Going through a divorce is never easy. However, for divorcing couples with children, the emotional strain of divorce can be that much harder. In addition to dividing your assets with the help of your Denver divorce mediator, you and your soon-to-be ex must also undergo the daunting task of working out a custody schedule to make sure that you are both getting to spend time with your kids. While this may be an extremely difficult conversation that can often be fraught with tension and emotion, it is essential that you and your soon-to-be former spouse put a parenting plan in place while working out the details of an uncontested divorce.
What is a parenting plan?
Simply put, a parenting plan is a blueprint for how you and your soon-to-be ex-spouse intend to co-parent your children in the aftermath of your divorce. Because you are living in two separate residences, it is important to make sure that each of you gets equitable time to spend with your kids so that you can continue to be in their lives.
Why is a parenting plan important?
Having a parenting plan in place before your divorce is final is highly important for several reasons. First and foremost, it is essential that your children feel safe, protected and loved at all times. The turmoil caused by a divorce is felt not just by the couple who is dissolving their marriage but by everyone in the family. Having a parenting plan in place allows your children to sustain some level of normalcy during the upheaval of a divorce. Kids thrive on structure in their lives. Knowing that they’ll be at their home with Mom Sunday through Tuesday and at their home with Dad Wednesday through Saturday every week can help them establish a routine that soon becomes the new normal, allowing them the stability they need.

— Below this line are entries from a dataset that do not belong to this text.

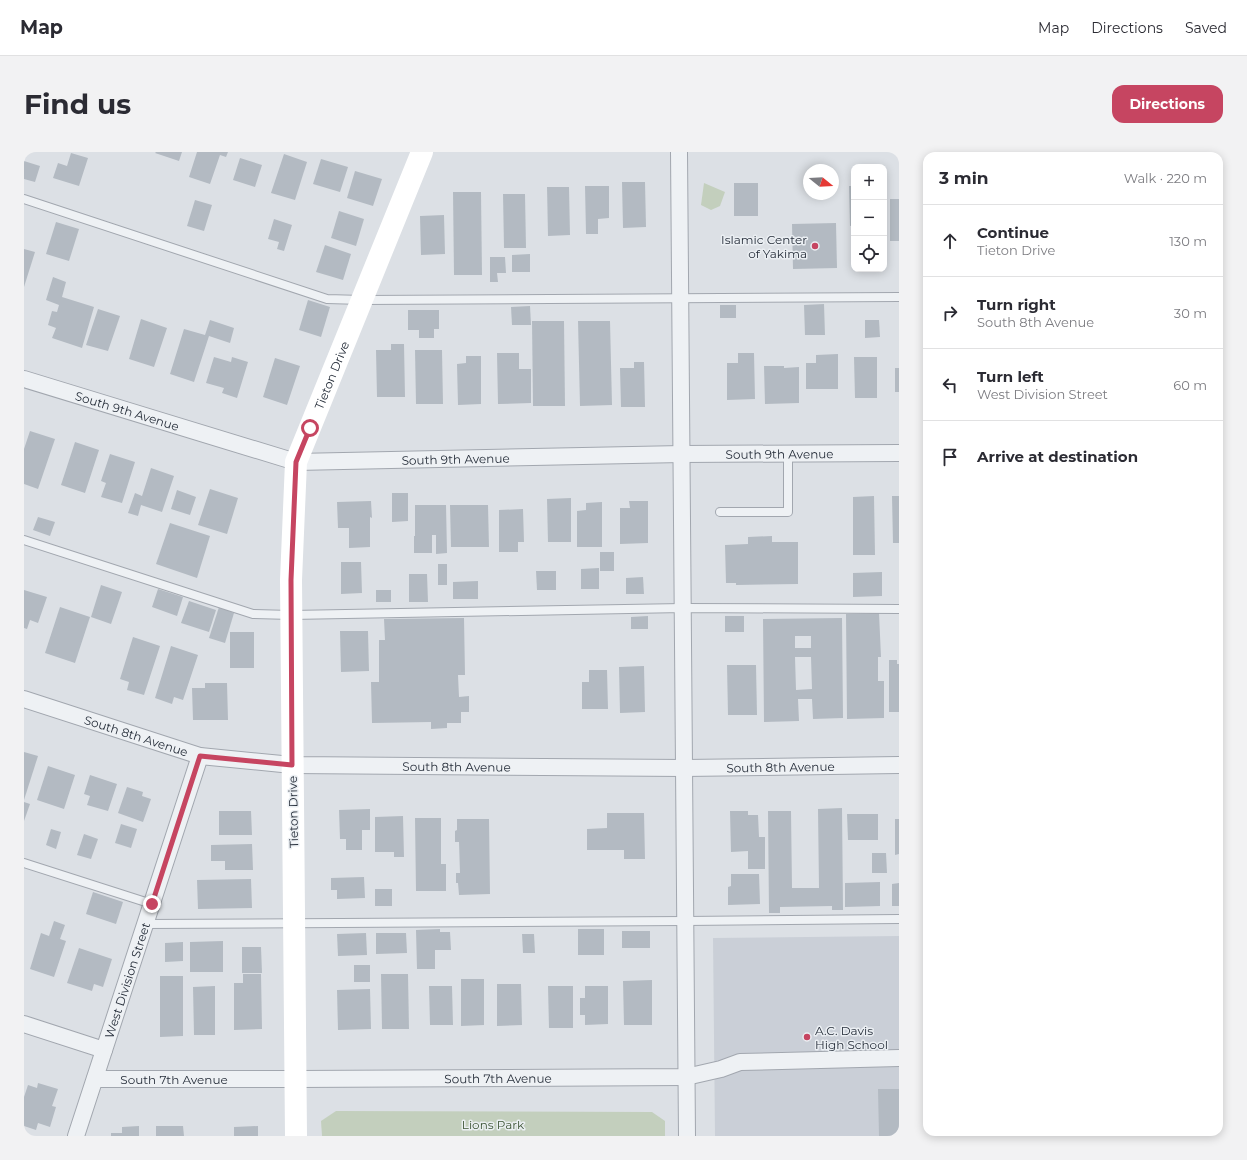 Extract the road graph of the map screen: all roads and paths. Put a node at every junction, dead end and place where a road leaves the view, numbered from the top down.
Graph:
1 (422, 152) edge
2 (679, 152) edge
3 (24, 199) edge
4 (899, 297) edge
5 (680, 298) junction
6 (362, 300) junction
7 (24, 379) edge
8 (788, 453) junction
9 (899, 453) edge
10 (682, 454) junction
11 (296, 462) junction
12 (720, 512) dead end
13 (24, 540) edge
14 (683, 608) junction
15 (899, 609) edge
16 (291, 615) junction
17 (24, 699) edge
18 (200, 756) junction
19 (292, 765) junction
20 (899, 765) edge
21 (684, 768) junction
22 (24, 863) edge
23 (152, 904) junction
24 (899, 919) edge
25 (685, 921) junction
26 (294, 923) junction
27 (145, 924) junction
28 (24, 1024) edge
29 (104, 1050) junction
30 (899, 1058) edge
31 (686, 1077) junction
32 (95, 1079) junction
33 (296, 1079) junction
34 (76, 1136) edge
35 (296, 1136) edge
36 (687, 1136) edge

1 - 6 main road, Tieton Drive
2 - 5 street
3 - 6 lane
4 - 5 lane
5 - 6 lane
5 - 10 street
6 - 11 main road, Tieton Drive
7 - 11 street, South 9th Avenue
8 - 9 street, South 9th Avenue
8 - 10 street, South 9th Avenue
8 - 12 lane
10 - 11 street, South 9th Avenue
10 - 14 street
11 - 16 main road, Tieton Drive
13 - 16 lane
14 - 15 lane
14 - 16 lane
14 - 21 street
16 - 19 main road, Tieton Drive
17 - 18 street, South 8th Avenue
18 - 19 street, South 8th Avenue
18 - 23 street, West Division Street
19 - 21 street, South 8th Avenue
19 - 26 main road, Tieton Drive
20 - 21 street, South 8th Avenue
21 - 25 street
22 - 23 lane
23 - 27 street, West Division Street
24 - 25 lane
25 - 26 lane
25 - 31 street
26 - 27 lane
26 - 33 main road, Tieton Drive
27 - 29 street, West Division Street
28 - 29 street
29 - 32 street, West Division Street
30 - 31 street, South 7th Avenue
31 - 33 street, South 7th Avenue
31 - 36 street
32 - 33 street, South 7th Avenue
32 - 34 street, West Division Street
33 - 35 main road, Tieton Drive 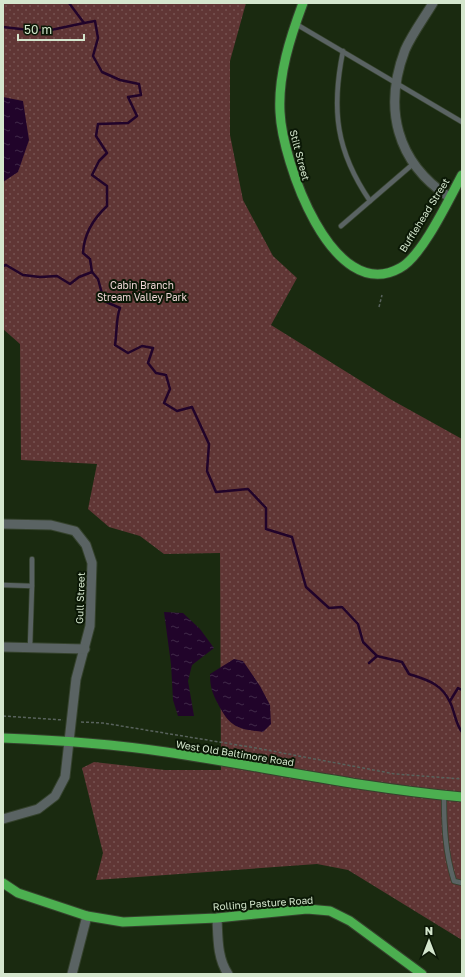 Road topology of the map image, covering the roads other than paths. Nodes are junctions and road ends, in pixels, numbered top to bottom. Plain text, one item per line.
1 (303, 3) edge
2 (433, 3) edge
3 (295, 23) junction
4 (343, 51) junction
5 (396, 82) junction
6 (462, 122) edge
7 (413, 164) junction
8 (462, 175) edge
9 (449, 197) junction
10 (370, 201) junction
11 (341, 226) dead end
12 (382, 275) joint
13 (3, 524) edge
14 (32, 559) dead end
15 (3, 585) edge
16 (32, 586) junction
17 (3, 647) edge
18 (30, 647) junction
19 (85, 649) junction
20 (3, 738) edge
21 (70, 741) junction
22 (444, 796) junction
23 (462, 797) edge
24 (3, 819) edge
25 (3, 883) edge
26 (462, 884) edge
27 (87, 916) junction
28 (217, 918) junction
29 (72, 974) edge
30 (228, 974) edge
31 (422, 974) edge

1 - 3 street, Stilt Street
2 - 5 street
3 - 4 lane
3 - 12 street, Stilt Street
4 - 5 lane
4 - 10 lane
5 - 6 lane
5 - 7 street
7 - 9 street
7 - 10 lane
8 - 9 street, Bufflehead Street
9 - 12 street, Bufflehead Street
10 - 11 lane
13 - 19 street, Gull Street
14 - 16 lane
15 - 16 lane
16 - 18 lane
17 - 18 street
18 - 19 street
19 - 21 street, Gull Street
20 - 21 street, West Old Baltimore Road
21 - 22 street, West Old Baltimore Road
21 - 24 street, Gull Street
22 - 23 street, West Old Baltimore Road
22 - 26 lane
25 - 27 street, Rolling Pasture Road
27 - 28 street, Rolling Pasture Road
27 - 29 street
28 - 30 street
28 - 31 street, Rolling Pasture Road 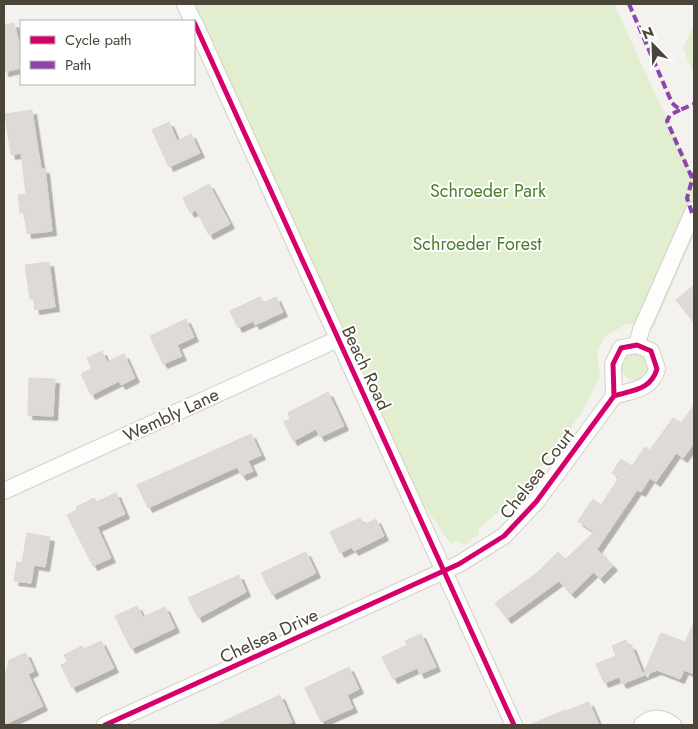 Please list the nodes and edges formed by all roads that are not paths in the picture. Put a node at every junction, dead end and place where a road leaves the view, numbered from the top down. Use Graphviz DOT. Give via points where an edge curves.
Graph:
graph roads {
  1 [pos="186,4"];
  2 [pos="193,20"];
  3 [pos="195,24"];
  4 [pos="694,210"];
  5 [pos="338,339"];
  6 [pos="637,344"];
  7 [pos="614,396"];
  8 [pos="4,491"];
  9 [pos="444,571"];
  10 [pos="669,722"];
  11 [pos="105,725"];
  12 [pos="514,725"];
  13 [pos="642,725"];
  1 -- 2 [label="street, Beach Road"];
  3 -- 5 [label="street, Beach Road"];
  4 -- 6 [label="street"];
  5 -- 8 [label="street, Wembly Lane"];
  5 -- 9 [label="street, Beach Road"];
  6 -- 7 [label="street" via="621,348 616,355 613,364"];
  6 -- 7 [label="street" via="651,351 657,363 655,375 645,386"];
  7 -- 9 [label="street, Chelsea Court" via="517,524 491,546"];
  9 -- 11 [label="street, Chelsea Drive"];
  9 -- 12 [label="street, Beach Road"];
  10 -- 13 [label="street" via="653,718"];
}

Additionally, working out a parenting plan together avoids the need for a lengthy, costly and frequently ugly custody battle in court. Unless the circumstances of your divorce extend to abuse or criminal activity, there is no reason why both of you shouldn’t get to remain a constant presence in your kids’ lives. Working together to create a fair, reasonable parenting plan helps you stay away from the murky waters of court-ordered visitation and allows you and your children to establish a healthy new pattern.
What should be included in a parenting plan?

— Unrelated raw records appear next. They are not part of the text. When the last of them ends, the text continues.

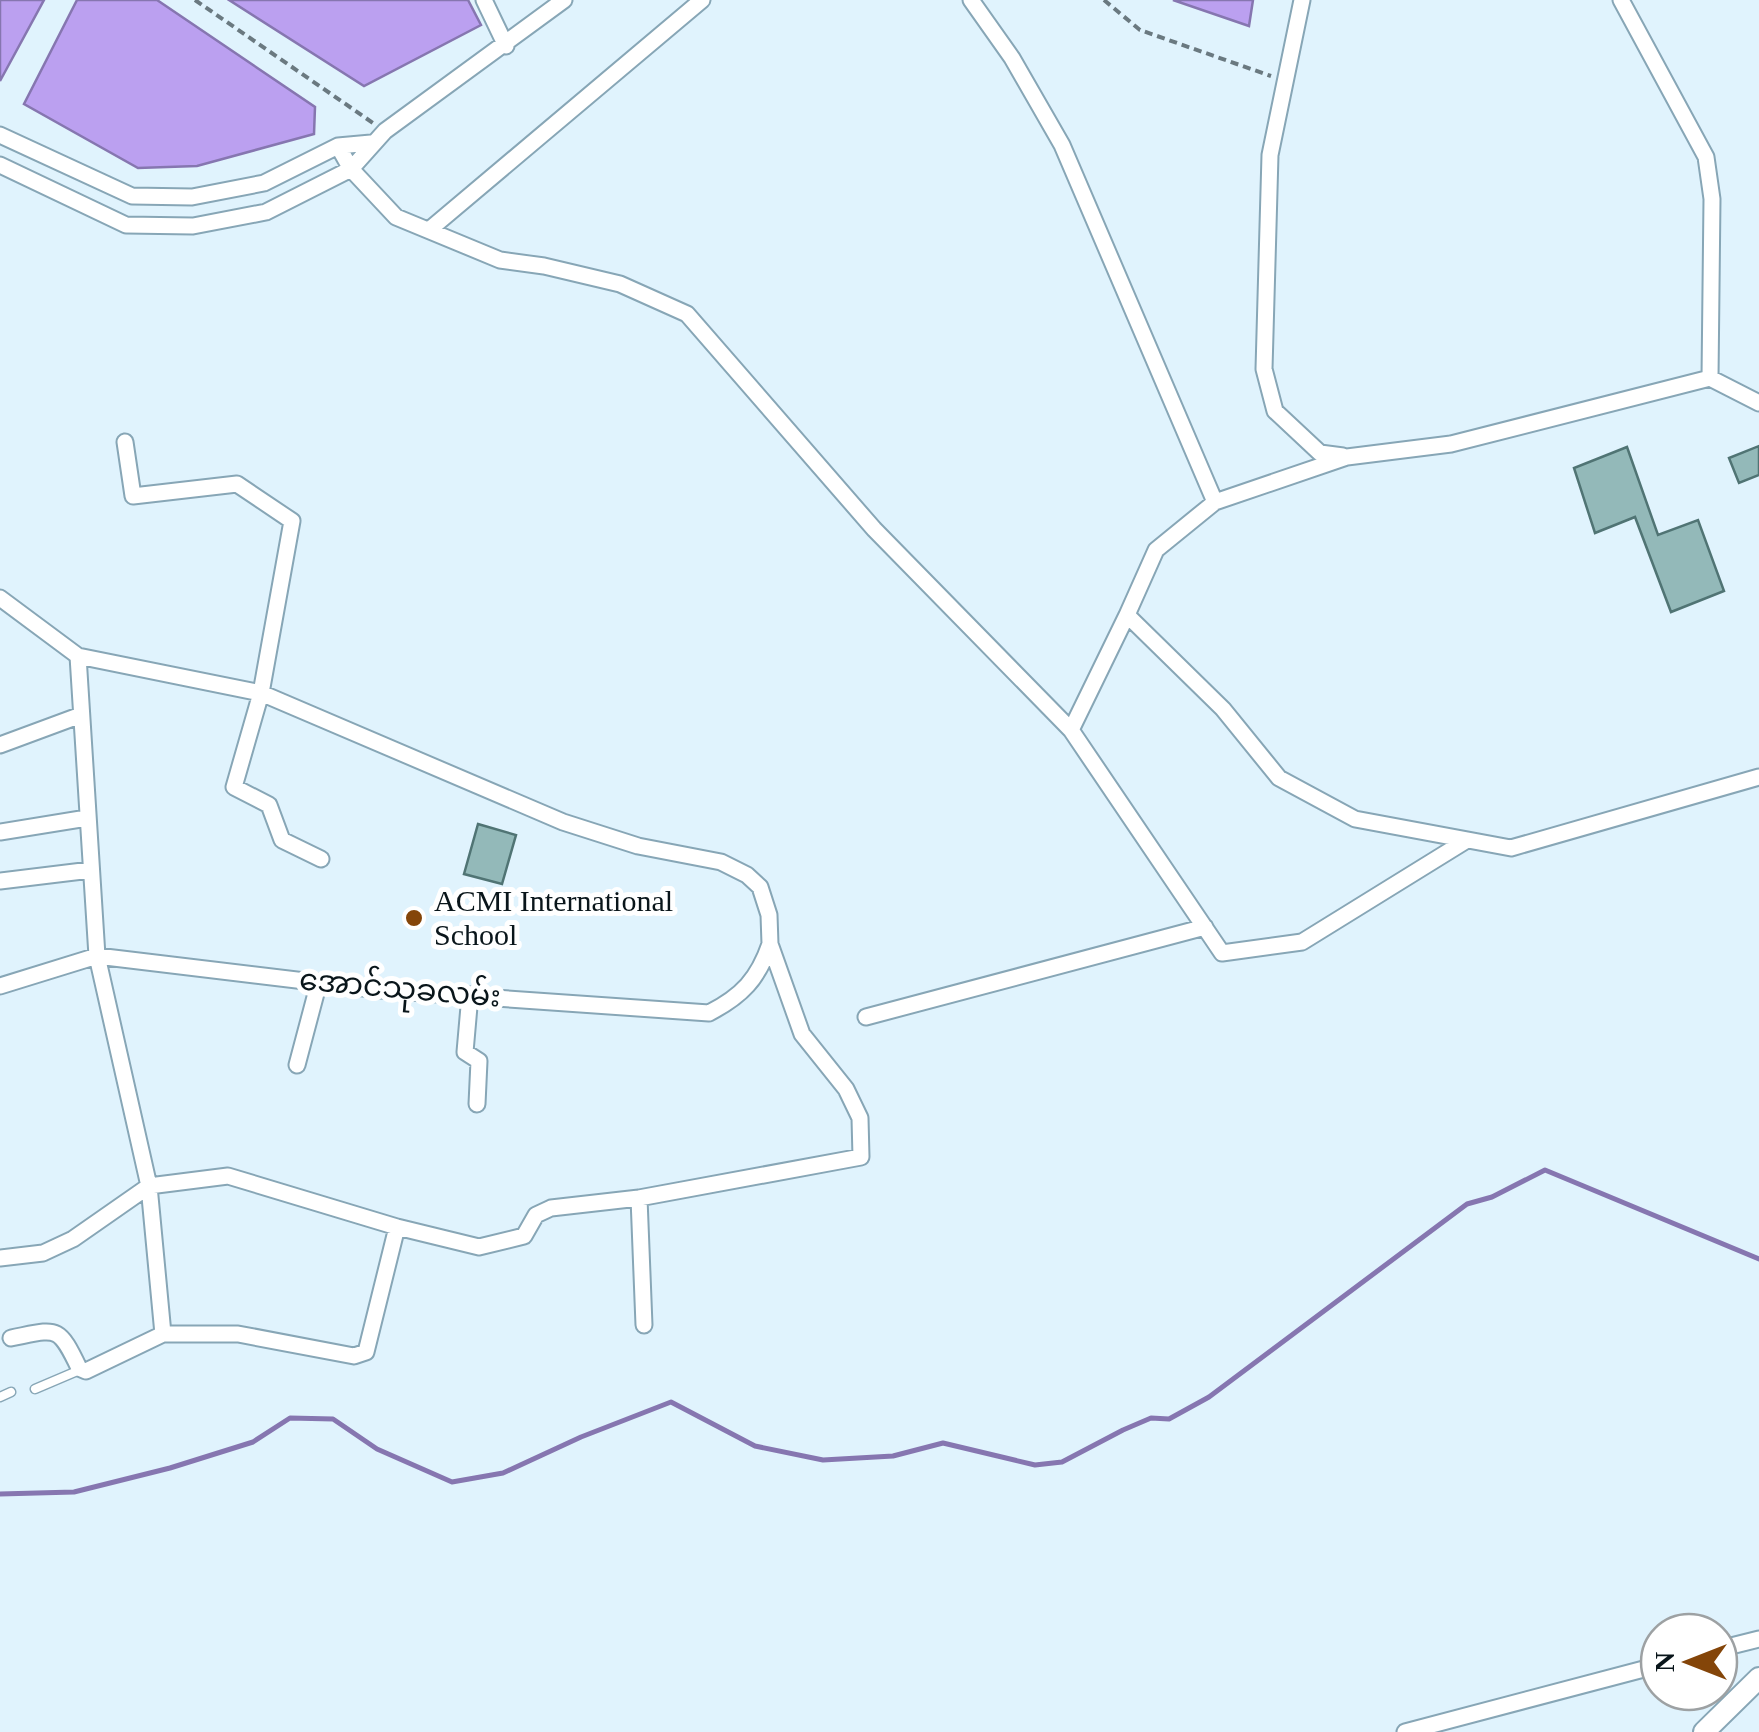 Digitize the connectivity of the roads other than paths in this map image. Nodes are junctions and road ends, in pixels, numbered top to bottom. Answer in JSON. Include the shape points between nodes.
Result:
{"nodes":[{"id":1,"x":484,"y":0,"type":"edge"},
{"id":2,"x":564,"y":0,"type":"edge"},
{"id":3,"x":702,"y":0,"type":"edge"},
{"id":4,"x":971,"y":0,"type":"edge"},
{"id":5,"x":1302,"y":0,"type":"edge"},
{"id":6,"x":1621,"y":0,"type":"edge"},
{"id":7,"x":506,"y":46,"type":"junction"},
{"id":8,"x":0,"y":135,"type":"edge"},
{"id":9,"x":370,"y":143,"type":"junction"},
{"id":10,"x":338,"y":146,"type":"junction"},
{"id":11,"x":0,"y":165,"type":"edge"},
{"id":12,"x":351,"y":169,"type":"junction"},
{"id":13,"x":429,"y":230,"type":"junction"},
{"id":14,"x":1710,"y":378,"type":"junction"},
{"id":15,"x":1759,"y":403,"type":"edge"},
{"id":16,"x":124,"y":442,"type":"dead end"},
{"id":17,"x":1347,"y":457,"type":"junction"},
{"id":18,"x":1215,"y":502,"type":"junction"},
{"id":19,"x":0,"y":598,"type":"edge"},
{"id":20,"x":1127,"y":615,"type":"junction"},
{"id":21,"x":78,"y":656,"type":"junction"},
{"id":22,"x":261,"y":693,"type":"junction"},
{"id":23,"x":81,"y":715,"type":"junction"},
{"id":24,"x":1071,"y":730,"type":"junction"},
{"id":25,"x":0,"y":744,"type":"edge"},
{"id":26,"x":1759,"y":777,"type":"edge"},
{"id":27,"x":88,"y":818,"type":"junction"},
{"id":28,"x":0,"y":832,"type":"edge"},
{"id":29,"x":1467,"y":840,"type":"junction"},
{"id":30,"x":321,"y":858,"type":"dead end"},
{"id":31,"x":91,"y":870,"type":"junction"},
{"id":32,"x":0,"y":881,"type":"edge"},
{"id":33,"x":1205,"y":927,"type":"junction"},
{"id":34,"x":770,"y":944,"type":"junction"},
{"id":35,"x":96,"y":956,"type":"junction"},
{"id":36,"x":320,"y":982,"type":"junction"},
{"id":37,"x":0,"y":986,"type":"edge"},
{"id":38,"x":470,"y":995,"type":"junction"},
{"id":39,"x":866,"y":1018,"type":"dead end"},
{"id":40,"x":297,"y":1065,"type":"dead end"},
{"id":41,"x":477,"y":1104,"type":"dead end"},
{"id":42,"x":149,"y":1186,"type":"junction"},
{"id":43,"x":639,"y":1198,"type":"junction"},
{"id":44,"x":398,"y":1227,"type":"junction"},
{"id":45,"x":0,"y":1258,"type":"edge"},
{"id":46,"x":644,"y":1325,"type":"dead end"},
{"id":47,"x":163,"y":1334,"type":"junction"},
{"id":48,"x":11,"y":1338,"type":"dead end"},
{"id":49,"x":82,"y":1369,"type":"junction"},
{"id":50,"x":34,"y":1389,"type":"dead end"},
{"id":51,"x":11,"y":1392,"type":"dead end"},
{"id":52,"x":0,"y":1398,"type":"edge"},
{"id":53,"x":1639,"y":1670,"type":"edge"},
{"id":54,"x":1759,"y":1678,"type":"edge"},
{"id":55,"x":1404,"y":1732,"type":"edge"},
{"id":56,"x":1704,"y":1732,"type":"edge"}],
"edges":[{"from":1,"to":7,"type":"street"},
{"from":2,"to":7,"type":"street"},
{"from":3,"to":13,"type":"street"},
{"from":4,"to":18,"type":"street","via":[[1062,146]]},
{"from":5,"to":17,"type":"street","via":[[1270,155],[1267,390],[1275,411],[1320,453]]},
{"from":6,"to":14,"type":"street","via":[[1706,157],[1712,199]]},
{"from":7,"to":9,"type":"street"},
{"from":8,"to":10,"type":"street","via":[[132,196],[192,197],[264,183]]},
{"from":9,"to":10,"type":"street"},
{"from":9,"to":12,"type":"street"},
{"from":10,"to":12,"type":"street"},
{"from":11,"to":12,"type":"street","via":[[126,224],[193,226],[266,212]]},
{"from":12,"to":13,"type":"street","via":[[396,217]]},
{"from":13,"to":24,"type":"street","via":[[500,260],[620,284],[687,314],[862,516]]},
{"from":14,"to":15,"type":"street"},
{"from":14,"to":17,"type":"street","via":[[1451,444]]},
{"from":16,"to":22,"type":"street","via":[[133,496],[237,484],[292,521]]},
{"from":17,"to":18,"type":"street"},
{"from":18,"to":20,"type":"street","via":[[1156,550]]},
{"from":19,"to":21,"type":"street"},
{"from":20,"to":24,"type":"street"},
{"from":20,"to":29,"type":"street","via":[[1224,709],[1279,778],[1354,818]]},
{"from":21,"to":22,"type":"street"},
{"from":21,"to":23,"type":"street"},
{"from":22,"to":30,"type":"street","via":[[234,787],[269,805],[282,840]]},
{"from":22,"to":34,"type":"street","via":[[563,822],[721,862],[760,887]]},
{"from":23,"to":25,"type":"street"},
{"from":23,"to":27,"type":"street"},
{"from":24,"to":33,"type":"street"},
{"from":26,"to":29,"type":"street","via":[[1510,848]]},
{"from":27,"to":28,"type":"street"},
{"from":27,"to":31,"type":"street"},
{"from":29,"to":33,"type":"street","via":[[1302,942],[1222,953]]},
{"from":31,"to":32,"type":"street"},
{"from":31,"to":35,"type":"street"},
{"from":33,"to":39,"type":"street"},
{"from":34,"to":38,"type":"street","name":"အောင်သုခလမ်း","via":[[760,974],[735,1000],[710,1013]]},
{"from":34,"to":43,"type":"street","via":[[802,1034],[860,1118],[861,1157]]},
{"from":35,"to":36,"type":"street","name":"အောင်သုခလမ်း"},
{"from":35,"to":37,"type":"street","name":"အောင်သုခလမ်း"},
{"from":35,"to":42,"type":"street"},
{"from":36,"to":38,"type":"street","name":"အောင်သုခလမ်း"},
{"from":36,"to":40,"type":"street"},
{"from":38,"to":41,"type":"street","via":[[465,1052],[479,1061]]},
{"from":42,"to":44,"type":"street","via":[[228,1176]]},
{"from":42,"to":45,"type":"street","via":[[43,1253]]},
{"from":42,"to":47,"type":"street"},
{"from":43,"to":44,"type":"street","via":[[551,1208],[536,1215],[524,1236],[501,1245],[479,1247]]},
{"from":43,"to":46,"type":"street"},
{"from":44,"to":47,"type":"street","via":[[366,1352],[354,1356],[238,1334]]},
{"from":47,"to":49,"type":"street"},
{"from":48,"to":49,"type":"street","via":[[54,1330]]},
{"from":49,"to":50,"type":"lane"},
{"from":51,"to":52,"type":"lane"},
{"from":53,"to":55,"type":"street"},
{"from":54,"to":56,"type":"main road"}]}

A good place to start when formulating your parenting plan is to devise a schedule of which parent has the kids on which days. Some people prefer to switch off every other week while others find that trading off parenting duties midway through each week suits them best. Keep your own work and travel schedules in mind when creating this part of the plan so that both parents can have some convenience and flexibility in their arrangement.
Additionally, you and your soon-to-be ex-spouse should hash out some basic details about the care of your children, including rules that must be followed in both households and how you plan to discipline the kids if necessary. Having two households with two different sets of rules and expectations can be confusing for children; despite living apart from one another, it is critical that you and your ex maintain a united front when it comes to raising your kids.
Finally, any child support details, including who pays whom, how much and how often, should be drafted into your parenting plan. In addition to regular child support, it’s important to determine which parent will carry the kids on their health and dental insurance plans, discuss the amount and frequency of contributions to their college funds and plan ahead for future major expenses, like braces or musical instruments, to know in advance what each parent can expect from the other.
By creating a parenting plan with your former spouse, you can ensure that the most important thing to both of you—your kids—continue to thrive and be happy following your divorce.